Botanical Name: Eugenia jambolana
- English: Java plum, Indian Blackberry, Jamun
- Ayurvedic: Jambu, Mahaaphalaa, Phalendraa, Surabhipatra
- Unani: Jaamun
- Also, known as: Jamun, Jambul, Jamblang, Duhat, Jambolan Plum, Kavika, Jamelonguier, Mesegerak, Jambolan, Black Plum, Badjam, Kalajam, Gambu, Jamun, Neredu chettu, Naval, Naaval, Njaval, Jam kol, Jamu kol, Alla Nereduchettu, Nerale Beeja, Jambu Nerale, Jambosenbaum, Jambosier, Mela rosa, Rajajamun,Badajamun, and Jamuna.
Parts Used: Entire Seeds
Jambul consists of seeds of Syzygium cuminii and is known for its seasonal perishable Jamun berry, which is also named as Java Plum. Jambul is a large evergreen and densely foliaceous tree with grayish brown, thick bark, exfoliating in woody scales, grows up to 30 meters in height and has a girth of around 3.6 meters. The Jamun tree grows in tropical and sub-tropical parts of the India and found in Indian Subcontinent. The Jamun tree lives for over 100 years.

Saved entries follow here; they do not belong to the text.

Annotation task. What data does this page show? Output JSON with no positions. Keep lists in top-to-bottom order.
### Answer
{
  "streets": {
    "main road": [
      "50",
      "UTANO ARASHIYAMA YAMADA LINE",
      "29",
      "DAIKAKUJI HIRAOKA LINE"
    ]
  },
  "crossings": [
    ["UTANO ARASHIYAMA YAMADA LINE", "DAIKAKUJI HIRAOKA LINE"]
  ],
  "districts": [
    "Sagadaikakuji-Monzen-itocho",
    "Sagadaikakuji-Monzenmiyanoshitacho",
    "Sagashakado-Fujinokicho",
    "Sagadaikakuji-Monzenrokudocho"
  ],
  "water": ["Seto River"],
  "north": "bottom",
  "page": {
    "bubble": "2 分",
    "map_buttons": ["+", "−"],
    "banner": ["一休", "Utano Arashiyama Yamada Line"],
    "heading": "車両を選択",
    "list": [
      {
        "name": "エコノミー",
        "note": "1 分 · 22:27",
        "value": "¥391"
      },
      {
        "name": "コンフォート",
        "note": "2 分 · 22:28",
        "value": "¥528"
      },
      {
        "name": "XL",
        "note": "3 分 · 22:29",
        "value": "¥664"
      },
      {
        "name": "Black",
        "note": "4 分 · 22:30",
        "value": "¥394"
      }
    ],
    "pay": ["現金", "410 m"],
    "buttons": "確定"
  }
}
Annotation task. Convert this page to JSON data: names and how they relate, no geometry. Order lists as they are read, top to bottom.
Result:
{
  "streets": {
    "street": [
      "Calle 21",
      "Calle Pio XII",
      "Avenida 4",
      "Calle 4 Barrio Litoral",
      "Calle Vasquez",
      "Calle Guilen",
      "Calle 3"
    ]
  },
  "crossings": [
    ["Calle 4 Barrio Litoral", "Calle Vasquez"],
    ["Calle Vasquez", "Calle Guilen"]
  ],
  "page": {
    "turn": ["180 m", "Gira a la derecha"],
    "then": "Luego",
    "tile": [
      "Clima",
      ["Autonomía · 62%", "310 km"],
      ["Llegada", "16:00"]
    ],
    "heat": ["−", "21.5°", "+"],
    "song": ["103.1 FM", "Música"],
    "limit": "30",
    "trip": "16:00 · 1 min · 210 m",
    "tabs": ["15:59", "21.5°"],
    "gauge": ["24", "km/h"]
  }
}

The leaves are leathery, oblong-ovate to elliptic or obovate-elliptic with 5-10 cm long, extremely variable in shape, smooth and shining with numerous nerves uniting within the margin, the tip being broad and less acuminate. The panicles are borne mostly from the branchlets below the leaves, often being terminal, are 3-5 cm. long. Flowers are scented, white, in clusters of just a few or 10-30 and are round or oblong in shape, arranged mostly in threes in trichotomous panicles, which usually appear from the scars of fallen leaves, but sometimes in leaf axils. The fruits are berries and are oval-shaped, 1-4 cm long, dark-purple or nearly black, odorless and juicy when ripe, green in the immature stage, luscious, fleshy, and edible; it contains a single large seed. The seed in the fruit bears one part of its weight and fruit pulp and peel have three parts of its total weight. The fruit has a combination of sweet, mildly sour and astringent flavor and tends to color the tongue purple. Jamun fruits are highly perishable. They can be stored only up to 2 days at ambient temperature.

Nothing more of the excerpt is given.